DOI: 10.30443/POI2019-0013

Breve storia dell’ambiguità del concetto di lavoro

di Giuseppe Palermo

 

Come oggetto di riflessione, il lavoro si presenta in maniera sfuggente, addirittura contraddittoria, all’indagine filosofica. Questo aspetto, che giustifica il suo ritardo ad imporsi (in maniera più che banalmente tangenziale) alla speculazione, è evidenziato dalla stessa genesi linguistica del termine, e in generale dei termini corrispondenti nei lessici europei presi in considerazione da Antimo Negri nell’introduzione alla sua Filosofia del lavoro: labor esprime dunque, come sfumature non accessorie al significato di ‘lavoro’, concetti quali pena, sofferenza, dolore.
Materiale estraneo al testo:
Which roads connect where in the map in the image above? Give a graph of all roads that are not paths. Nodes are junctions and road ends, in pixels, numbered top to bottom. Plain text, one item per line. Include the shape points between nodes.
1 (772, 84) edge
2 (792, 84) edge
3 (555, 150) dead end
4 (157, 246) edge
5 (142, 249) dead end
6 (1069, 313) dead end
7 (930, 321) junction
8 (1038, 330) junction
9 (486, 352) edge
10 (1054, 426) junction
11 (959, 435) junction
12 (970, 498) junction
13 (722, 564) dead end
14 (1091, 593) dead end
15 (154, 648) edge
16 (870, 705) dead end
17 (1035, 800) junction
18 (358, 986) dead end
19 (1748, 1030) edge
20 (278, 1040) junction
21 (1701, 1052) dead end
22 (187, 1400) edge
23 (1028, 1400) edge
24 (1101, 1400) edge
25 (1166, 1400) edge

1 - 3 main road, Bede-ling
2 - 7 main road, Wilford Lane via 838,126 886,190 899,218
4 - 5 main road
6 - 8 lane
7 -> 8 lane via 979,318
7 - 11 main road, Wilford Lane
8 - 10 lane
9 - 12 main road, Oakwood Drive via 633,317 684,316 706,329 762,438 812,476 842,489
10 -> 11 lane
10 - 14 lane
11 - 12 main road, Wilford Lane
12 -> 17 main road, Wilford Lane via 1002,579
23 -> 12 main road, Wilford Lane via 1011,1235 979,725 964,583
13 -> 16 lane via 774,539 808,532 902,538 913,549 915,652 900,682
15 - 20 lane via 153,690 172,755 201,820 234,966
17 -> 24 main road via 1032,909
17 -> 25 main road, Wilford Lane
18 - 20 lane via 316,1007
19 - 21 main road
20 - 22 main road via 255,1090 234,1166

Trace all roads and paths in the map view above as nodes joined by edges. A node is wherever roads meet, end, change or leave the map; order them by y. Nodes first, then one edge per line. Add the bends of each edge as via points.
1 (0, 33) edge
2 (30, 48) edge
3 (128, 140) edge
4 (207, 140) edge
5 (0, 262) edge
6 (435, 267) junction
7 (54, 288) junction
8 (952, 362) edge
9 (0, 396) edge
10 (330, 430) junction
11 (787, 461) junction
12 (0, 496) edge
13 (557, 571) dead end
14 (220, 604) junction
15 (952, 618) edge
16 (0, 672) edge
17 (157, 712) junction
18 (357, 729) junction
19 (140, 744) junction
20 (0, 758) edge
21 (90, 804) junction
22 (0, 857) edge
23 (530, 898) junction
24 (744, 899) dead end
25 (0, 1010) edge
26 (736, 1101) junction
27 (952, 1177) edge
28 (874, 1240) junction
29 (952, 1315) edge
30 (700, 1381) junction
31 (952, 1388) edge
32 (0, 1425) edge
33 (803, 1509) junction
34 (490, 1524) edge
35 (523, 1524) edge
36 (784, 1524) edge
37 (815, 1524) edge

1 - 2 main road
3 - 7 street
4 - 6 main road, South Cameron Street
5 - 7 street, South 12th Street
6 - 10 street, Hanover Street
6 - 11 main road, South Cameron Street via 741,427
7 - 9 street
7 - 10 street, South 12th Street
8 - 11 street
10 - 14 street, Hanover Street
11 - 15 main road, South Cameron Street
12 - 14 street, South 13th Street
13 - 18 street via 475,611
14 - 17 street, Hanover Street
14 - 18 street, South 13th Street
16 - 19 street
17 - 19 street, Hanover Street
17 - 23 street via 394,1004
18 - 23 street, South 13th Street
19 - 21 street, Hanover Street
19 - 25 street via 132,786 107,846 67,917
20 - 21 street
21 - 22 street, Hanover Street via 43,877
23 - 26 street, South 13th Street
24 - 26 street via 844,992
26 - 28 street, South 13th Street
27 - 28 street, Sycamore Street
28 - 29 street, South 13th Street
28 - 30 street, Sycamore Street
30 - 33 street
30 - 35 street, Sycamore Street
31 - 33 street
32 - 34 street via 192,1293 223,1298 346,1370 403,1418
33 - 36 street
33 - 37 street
Questa concezione, comune alle culture classiche, è icasticamente simboleggiata dalla dannazione successiva alla caduta dell’uomo di cui si racconta nel Genesi: «maledetto il suolo per causa tua! Con dolore ne trarrai il cibo per tutti i giorni della tua vita»1, dove ‘dolore’ traduce labor, che fa da contraltare ai dolori del parto quale punizione della donna – concetti questi accomunati nella lingua spagnola dall’unico traducente trabajo e nel francese travail, che indicano il lavoro quanto il dolore del parto, o anche da alcune sfumature linguistiche che l’italiano assume per influenza di alcuni dialetti, come il siciliano.